Oligopoly Structure
In an oligopoly market structure, a few large firms dominate the market, and each firm recognizes that every time it takes an action it will provoke a response among the other firms. These actions, in turn, will affect the original firm. Each firm, therefore, recognizes that it is interdependent with the other firms in the industry. This interdependence is unique to the oligopoly market structure; in perfect and monopolistic competition, we assume that each firm is small enough that the rest of the market will ignore its actions.
Increasing Returns to Scale
The existence of oligopoly requires that a few firms are able to gain significant market power, preventing other, smaller competitors from entering the market. One source of this power is increasing returns to scale.
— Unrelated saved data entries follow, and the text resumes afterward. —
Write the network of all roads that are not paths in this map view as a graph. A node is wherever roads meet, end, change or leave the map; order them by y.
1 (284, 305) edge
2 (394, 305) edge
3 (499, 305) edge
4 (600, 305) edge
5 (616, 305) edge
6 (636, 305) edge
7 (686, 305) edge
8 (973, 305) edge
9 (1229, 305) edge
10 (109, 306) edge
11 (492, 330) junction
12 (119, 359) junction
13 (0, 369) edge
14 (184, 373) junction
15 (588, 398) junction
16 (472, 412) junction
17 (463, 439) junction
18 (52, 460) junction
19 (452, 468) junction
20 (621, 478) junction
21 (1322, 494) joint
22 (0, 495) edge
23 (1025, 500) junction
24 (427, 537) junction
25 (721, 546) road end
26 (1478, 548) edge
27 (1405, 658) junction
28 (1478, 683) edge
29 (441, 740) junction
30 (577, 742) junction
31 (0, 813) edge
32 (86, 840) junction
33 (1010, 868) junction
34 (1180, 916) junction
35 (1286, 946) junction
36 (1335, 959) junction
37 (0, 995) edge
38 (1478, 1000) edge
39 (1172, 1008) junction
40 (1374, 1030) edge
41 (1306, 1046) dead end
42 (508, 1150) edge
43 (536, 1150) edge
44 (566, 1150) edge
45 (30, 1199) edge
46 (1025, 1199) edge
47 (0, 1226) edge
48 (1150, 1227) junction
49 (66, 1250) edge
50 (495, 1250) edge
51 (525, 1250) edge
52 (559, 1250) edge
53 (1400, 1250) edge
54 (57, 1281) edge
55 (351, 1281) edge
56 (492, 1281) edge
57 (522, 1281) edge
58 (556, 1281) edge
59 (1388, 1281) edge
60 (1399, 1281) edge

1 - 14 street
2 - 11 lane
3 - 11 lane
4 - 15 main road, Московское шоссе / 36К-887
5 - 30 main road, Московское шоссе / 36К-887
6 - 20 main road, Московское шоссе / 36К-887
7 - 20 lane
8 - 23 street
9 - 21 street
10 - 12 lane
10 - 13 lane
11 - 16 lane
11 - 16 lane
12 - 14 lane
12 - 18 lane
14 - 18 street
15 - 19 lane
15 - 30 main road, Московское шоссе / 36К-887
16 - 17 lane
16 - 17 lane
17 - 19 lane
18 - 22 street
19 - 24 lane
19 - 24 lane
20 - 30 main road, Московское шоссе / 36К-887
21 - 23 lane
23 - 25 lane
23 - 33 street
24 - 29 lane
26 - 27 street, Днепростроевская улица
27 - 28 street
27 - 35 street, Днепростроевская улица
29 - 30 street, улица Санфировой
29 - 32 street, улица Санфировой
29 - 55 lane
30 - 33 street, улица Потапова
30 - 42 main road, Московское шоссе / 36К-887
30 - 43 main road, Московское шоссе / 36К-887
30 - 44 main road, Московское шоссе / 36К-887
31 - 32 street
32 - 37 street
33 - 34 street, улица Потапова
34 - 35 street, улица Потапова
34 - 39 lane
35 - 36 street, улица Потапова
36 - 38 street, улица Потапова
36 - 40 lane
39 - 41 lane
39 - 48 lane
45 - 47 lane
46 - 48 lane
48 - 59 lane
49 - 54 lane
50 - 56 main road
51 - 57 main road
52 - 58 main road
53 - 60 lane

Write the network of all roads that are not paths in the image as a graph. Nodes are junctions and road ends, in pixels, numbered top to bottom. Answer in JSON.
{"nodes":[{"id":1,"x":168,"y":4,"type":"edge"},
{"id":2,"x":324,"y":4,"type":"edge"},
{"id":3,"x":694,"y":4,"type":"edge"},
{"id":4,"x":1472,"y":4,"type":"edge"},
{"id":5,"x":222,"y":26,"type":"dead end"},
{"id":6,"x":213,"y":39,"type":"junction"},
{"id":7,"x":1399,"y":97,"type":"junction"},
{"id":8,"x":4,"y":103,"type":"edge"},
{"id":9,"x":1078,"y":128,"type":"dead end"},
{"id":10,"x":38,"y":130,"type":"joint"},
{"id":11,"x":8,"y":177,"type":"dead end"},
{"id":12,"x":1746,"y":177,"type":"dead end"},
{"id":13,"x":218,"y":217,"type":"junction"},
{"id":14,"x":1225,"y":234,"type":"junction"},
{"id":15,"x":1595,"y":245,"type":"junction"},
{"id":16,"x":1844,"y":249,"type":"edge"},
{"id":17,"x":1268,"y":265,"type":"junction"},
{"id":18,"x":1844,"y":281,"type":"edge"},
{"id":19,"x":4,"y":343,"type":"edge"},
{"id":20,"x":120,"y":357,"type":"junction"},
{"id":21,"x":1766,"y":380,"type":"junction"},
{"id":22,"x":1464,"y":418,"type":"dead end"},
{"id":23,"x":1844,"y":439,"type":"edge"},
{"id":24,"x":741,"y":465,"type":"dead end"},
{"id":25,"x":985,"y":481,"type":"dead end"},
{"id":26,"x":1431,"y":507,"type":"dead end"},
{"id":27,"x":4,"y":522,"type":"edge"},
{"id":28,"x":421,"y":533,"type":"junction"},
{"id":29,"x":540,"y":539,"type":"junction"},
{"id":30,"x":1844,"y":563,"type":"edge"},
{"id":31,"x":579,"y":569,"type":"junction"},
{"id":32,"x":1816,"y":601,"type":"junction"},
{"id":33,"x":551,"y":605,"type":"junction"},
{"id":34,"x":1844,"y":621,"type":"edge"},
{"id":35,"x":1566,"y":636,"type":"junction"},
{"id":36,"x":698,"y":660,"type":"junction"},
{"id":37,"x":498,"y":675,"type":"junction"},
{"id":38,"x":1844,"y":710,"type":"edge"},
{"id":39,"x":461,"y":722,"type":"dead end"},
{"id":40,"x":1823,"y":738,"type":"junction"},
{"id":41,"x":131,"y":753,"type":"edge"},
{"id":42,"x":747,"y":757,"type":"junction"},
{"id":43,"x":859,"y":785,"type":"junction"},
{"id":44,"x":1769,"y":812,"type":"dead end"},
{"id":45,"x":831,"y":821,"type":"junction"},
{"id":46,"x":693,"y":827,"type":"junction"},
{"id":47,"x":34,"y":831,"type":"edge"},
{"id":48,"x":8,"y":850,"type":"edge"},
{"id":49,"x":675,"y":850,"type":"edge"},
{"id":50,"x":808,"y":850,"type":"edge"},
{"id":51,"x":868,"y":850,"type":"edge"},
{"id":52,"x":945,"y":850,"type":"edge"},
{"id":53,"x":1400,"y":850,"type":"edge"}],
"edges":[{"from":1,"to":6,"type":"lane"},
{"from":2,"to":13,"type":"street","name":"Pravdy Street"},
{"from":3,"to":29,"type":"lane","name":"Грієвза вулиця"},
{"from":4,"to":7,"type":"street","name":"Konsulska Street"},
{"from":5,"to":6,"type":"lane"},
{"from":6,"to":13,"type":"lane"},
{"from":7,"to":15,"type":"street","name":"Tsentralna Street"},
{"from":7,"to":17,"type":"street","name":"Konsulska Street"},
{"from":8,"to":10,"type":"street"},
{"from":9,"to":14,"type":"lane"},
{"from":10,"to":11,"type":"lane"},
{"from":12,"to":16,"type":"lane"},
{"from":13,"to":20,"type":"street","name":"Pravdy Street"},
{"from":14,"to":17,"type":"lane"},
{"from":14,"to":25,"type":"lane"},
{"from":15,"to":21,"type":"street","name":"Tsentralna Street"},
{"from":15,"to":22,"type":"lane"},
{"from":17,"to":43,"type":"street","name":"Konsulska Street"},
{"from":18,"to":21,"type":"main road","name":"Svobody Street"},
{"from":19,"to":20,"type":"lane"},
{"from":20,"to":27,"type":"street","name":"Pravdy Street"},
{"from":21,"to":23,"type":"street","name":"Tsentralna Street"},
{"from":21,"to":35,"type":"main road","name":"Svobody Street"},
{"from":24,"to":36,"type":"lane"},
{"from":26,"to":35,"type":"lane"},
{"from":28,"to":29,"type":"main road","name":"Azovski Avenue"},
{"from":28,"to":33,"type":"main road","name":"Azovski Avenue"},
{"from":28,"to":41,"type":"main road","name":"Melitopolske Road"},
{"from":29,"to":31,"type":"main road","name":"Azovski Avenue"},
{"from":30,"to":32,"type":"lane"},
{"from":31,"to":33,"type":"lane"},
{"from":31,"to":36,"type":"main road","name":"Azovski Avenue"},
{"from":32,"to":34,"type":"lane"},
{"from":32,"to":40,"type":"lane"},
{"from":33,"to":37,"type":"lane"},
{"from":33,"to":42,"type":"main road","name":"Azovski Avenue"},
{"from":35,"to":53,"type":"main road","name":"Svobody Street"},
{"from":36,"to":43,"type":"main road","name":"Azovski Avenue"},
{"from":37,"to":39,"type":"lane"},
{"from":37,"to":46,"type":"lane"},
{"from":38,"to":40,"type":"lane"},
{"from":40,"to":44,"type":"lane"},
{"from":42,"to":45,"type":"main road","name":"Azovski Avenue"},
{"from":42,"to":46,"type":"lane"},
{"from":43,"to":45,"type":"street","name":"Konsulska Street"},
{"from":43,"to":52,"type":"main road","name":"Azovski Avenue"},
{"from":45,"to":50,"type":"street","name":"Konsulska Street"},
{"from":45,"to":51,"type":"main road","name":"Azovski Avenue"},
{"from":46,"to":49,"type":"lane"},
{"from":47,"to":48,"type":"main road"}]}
Increasing returns to scale is a term that describes an industry in which the rate of increase in output is higher than the rate of increase in inputs. In other words, doubling the number of inputs will more than double the amount of output. Increasing returns to scale implies that larger firms will face lower average costs than smaller firms because they are able to take advantage of added efficiency at higher levels of production.
Types of Returns to Scale
Most industries exhibit different types of returns to scale in different ranges of output. Typically in competitive markets, there could be increasing returns at relatively low output levels, decreasing returns at relatively high output levels, and constant returns at one output level between those ranges. Monopolies and oligopolies, however, often form when an industry has increasing returns to scale at relatively high output levels. When a few large firms already exist in this type of market, any new competitor will be smaller and therefore have higher average costs of production. This will make it difficult to compete with the already-established firms. Therefore, the oligopoly firms have a built-in defense against new competition.
Take the example of the cell phone industry in the United States. As of the fourth quarter of 2008, Verizon, AT&T, Sprint, and T-Mobile together controlled 89% of the U.S. cell phone market. The cell phone industry has increasing returns to scale: the cost of providing cellular access to 100,000 people is more than half the cost of providing cellular access to 200,000 people. Any new entrant into the cell phone market will either need to pay one of the larger companies for access to its already-existing network, or try to build a network from scratch. Both options result in higher costs, higher prices, and difficulty in competing with the major networks .
Cell Phone Tower
Cell phone companies have increasing returns to scale, which leads to a market dominated by only a few firms.